Chinese tech investors have invested US$ 4 billion (around $1.4 billion of it has come in the last one year) in Indian start-ups in the last five years (till March 2020). Out of the 30 Indian Unicorns, 18 have Chinese investment (CB Insights). Around two dozen large Chinese tech companies/investors have invested in 92 large Indian start-ups.
·       Largest tech investors in Indian market are Alibaba, Tencent, Shunwei Capital (Xiaomi) and ByteDance.
·       With large investment in Paytm, BigBasket, Snapdeal, Zomato, Dailyhunt, Rapido etc, Alibaba is the largest investor in e-commerce, fintech and entertainment space.

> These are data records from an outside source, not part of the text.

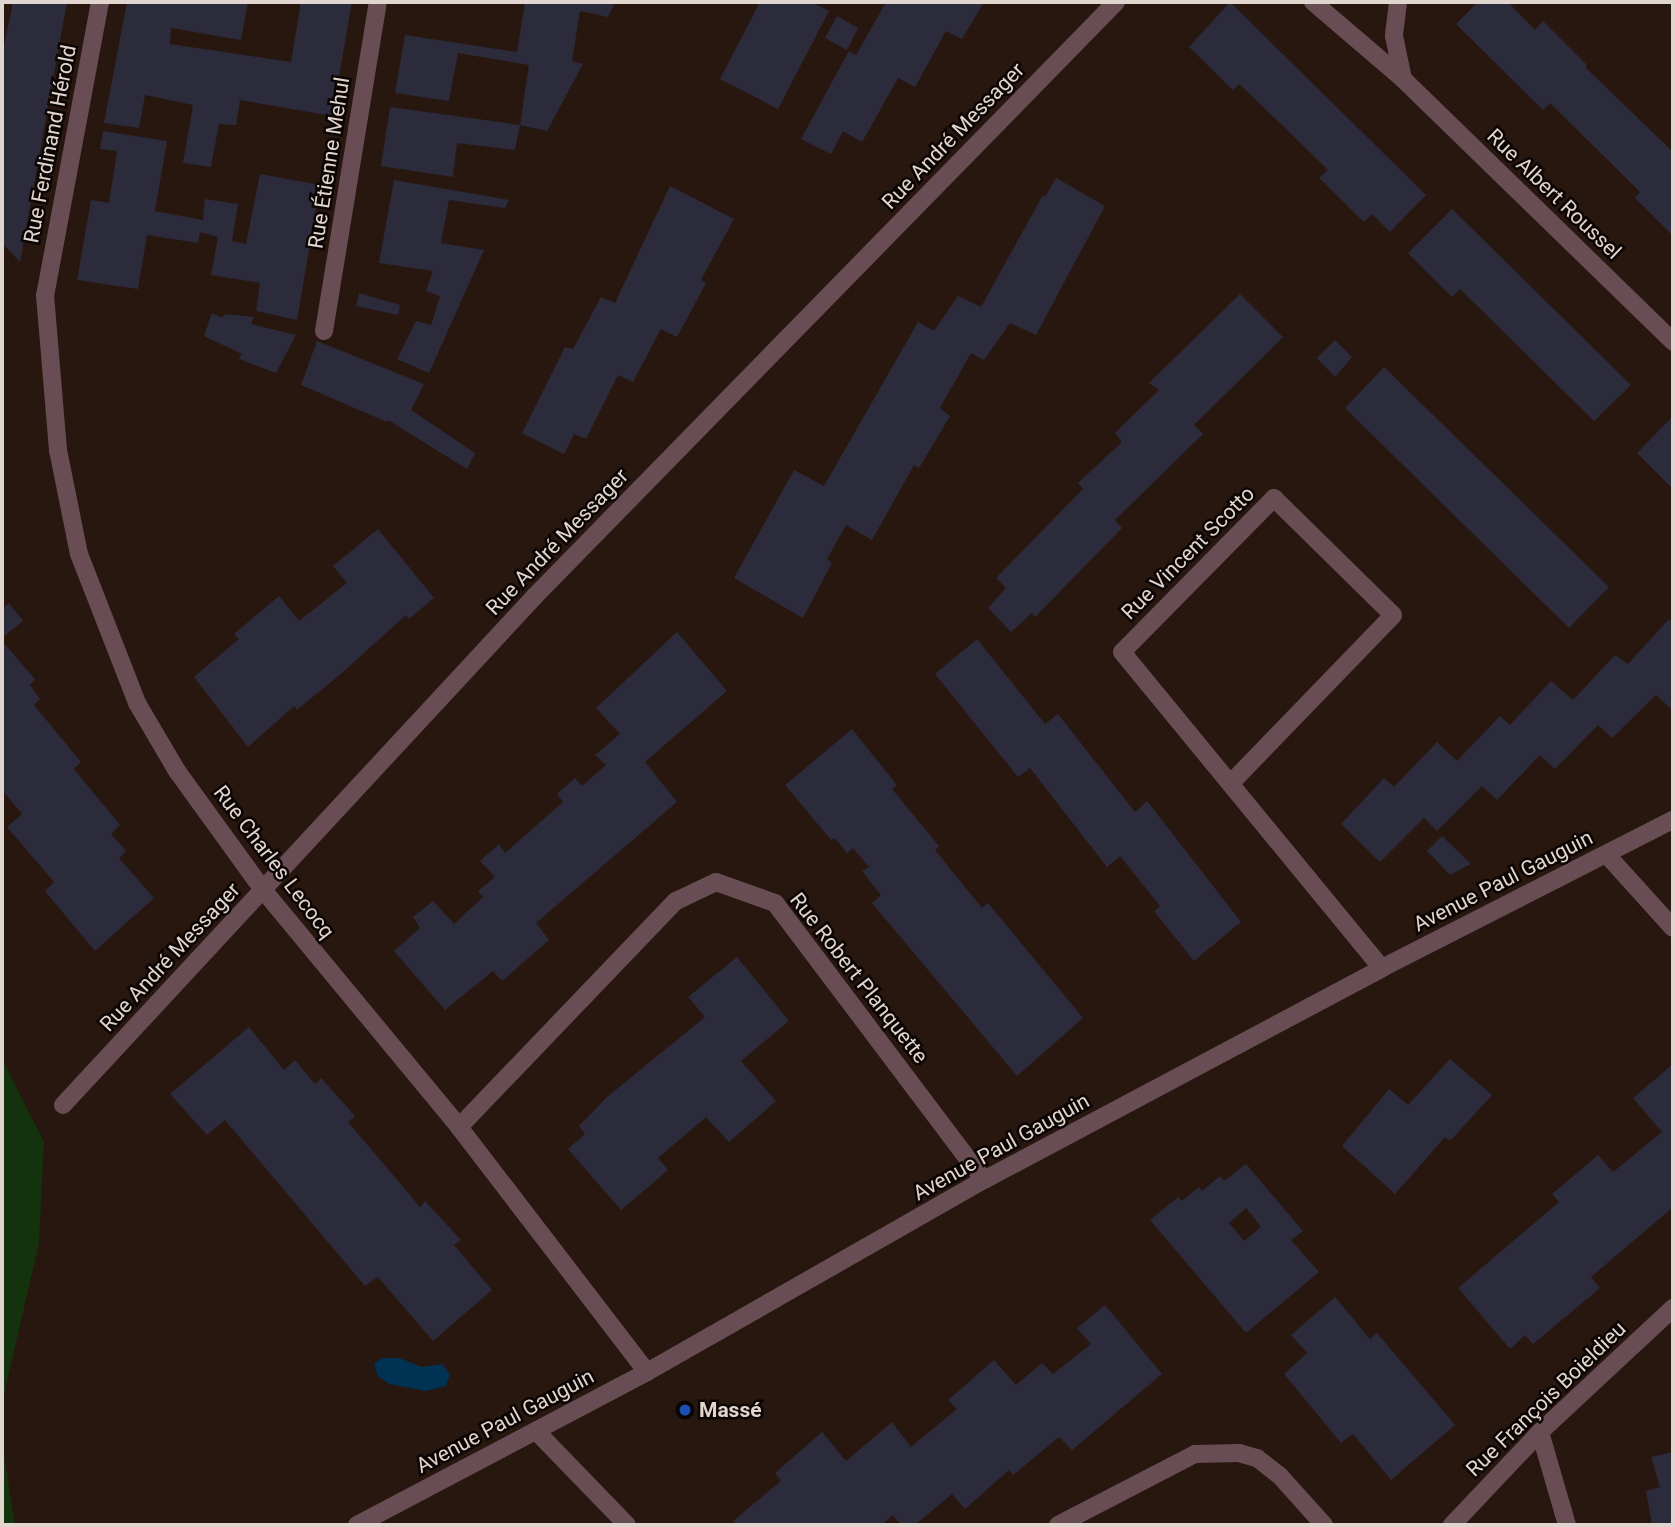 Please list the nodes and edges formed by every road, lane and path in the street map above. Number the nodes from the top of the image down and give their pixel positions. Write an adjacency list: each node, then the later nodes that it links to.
1 (100, 2): 9 (street, Rue Ferdinand Hérold)
2 (378, 2): 10 (street, Rue Étienne Mehul)
3 (1097, 2): 7 (street)
4 (1115, 2): 7 (street, Rue André Messager)
5 (1313, 2): 8 (street, Rue Albert Roussel)
6 (1398, 2): 8 (street)
7 (1096, 23): 15 (street, Rue André Messager)
8 (1403, 79): 11 (street, Rue Albert Roussel)
9 (45, 295): 15 (street, Rue Charles Lecocq)
10 (324, 331)
11 (1673, 342)
12 (1231, 783): 12 (street, Rue Vincent Scotto); 17 (street, Rue Vincent Scotto)
13 (1673, 820): 14 (street, Avenue Paul Gauguin)
14 (1607, 855): 16 (street); 17 (street, Avenue Paul Gauguin)
15 (264, 891): 18 (street, Rue André Messager); 19 (street, Rue Charles Lecocq)
16 (1673, 928)
17 (1382, 968): 20 (street, Avenue Paul Gauguin)
18 (63, 1105)
19 (459, 1127): 20 (street, Rue Robert Planquette); 22 (street, Rue Charles Lecocq)
20 (984, 1181): 22 (street, Avenue Paul Gauguin)
21 (1673, 1308): 24 (street, Rue François Boieldieu)
22 (647, 1372): 23 (street, Avenue Paul Gauguin)
23 (537, 1432): 25 (street, Avenue Paul Gauguin); 26 (street)
24 (1540, 1432): 29 (street, Rue François Boieldieu); 30 (street)
25 (357, 1525)
26 (626, 1525)
27 (1058, 1525): 28 (street)
28 (1325, 1525)
29 (1452, 1525)
30 (1567, 1525) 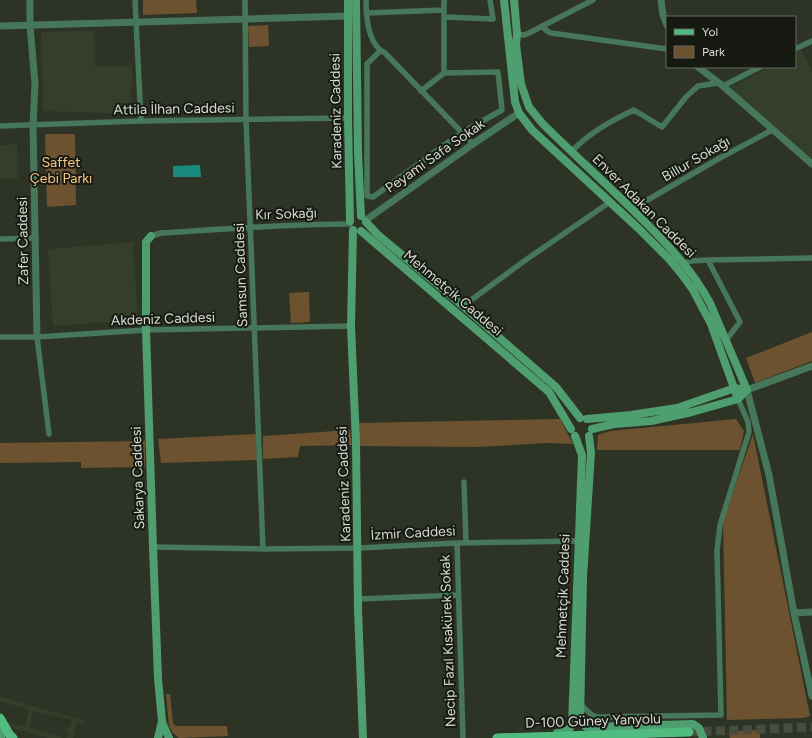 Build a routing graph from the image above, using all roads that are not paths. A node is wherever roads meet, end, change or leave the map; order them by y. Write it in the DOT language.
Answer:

·       Tencent is a major investor in a range of edutech, gaming, logistics, social media and fintech start-ups like Byjus, Flipkart, Hike, Ola, Dream11, Ganaa, Swiggy etc.
·       Shunwei Capital is a major investor in City Mall, Hungama, Rapido, Sharechat, ZestMoney etc.
·       Chinese apps have around 50% share in the most downloaded apps worldwide (both in Google Play store and in ios). ByteDance app TikTok with 20 crore subscribers has even left YouTube behind.
·       Alibaba’s UC browser has around 20% share of the Indian browser market. Tencent has invested in MX Player, an Indian OTT platform.
·       The next sector for the Chinese companies is electric mobility (they have so far invested 57.5 crore dollars in this sector). BYD is planning to bring its K9 e-buses to India and Volvo and MG Hector are already present in Indian market.
With these details, a recent Gateway House (Indian Council on Global relations) Report concluded that India has now become part of the Chinese virtual Belt and Road initiative (https://www.gatewayhouse.in/chinas-tech-depth/).
Start-ups, mobile applications, browsers, big data, fintech, e-commerce, social media, online entertainment etc are part of the new economy, which will determine our post-Covid future.

The root of this problem is that Indian banking and finance sector is broken and cannot finance the start-ups, which incur heavy losses in the beginning. For many years, Amazon lost millions of dollars. Two Indian examples quoted in the Gateway House – both Flipkart and Paytm lost more than Rs 3500 crore each in FY19. Indian VCs, mostly techpreneurs themselves or family offices of rich Indians cannot alone bear such losses. Therefore, every big Indian start-up is funded by the Chinese funds or Japan’s Softbank (Vision Fund) or Sequoia (USA) or Naspers (South Africa).
This puts India in a very difficult situation. Compared to Pakistan, Sri Lanka, Myanmar or Bangladesh, Chinese overall FDI is much less in India but by investing heavily in start-ups, China is trying to dominate digital India’s future. Chinese grip over India's new economy does pose some questions about data, platform security etc.
But if these Chinese funding is turned off then it would spell disaster for the Indian start-ups. After the hastily announced changes in FEMA regulations on April 22, 2020 an Economic Times report said that the fresh Chinese investment in India is now put on hold and this Chinese capital may be diverted to Indonesia or Philippines (https://economictimes.indiatimes.com/small-biz/startups/newsbuzz/wary-of-fdi-rules-chinese-vcs-put-new-funding-on-hold/articleshow/75707432.cms?from=mdr).
Clearly, it is going to require a huge amount of finance, technological capacity building, smart policy-making and above all a clear vision to make digital India self-reliant and future ready.
Meanwhile, when we cannot live without China, we must meaningfully engage with Beijing - an economically engaged China is a much better bet than a strategically aggressive China.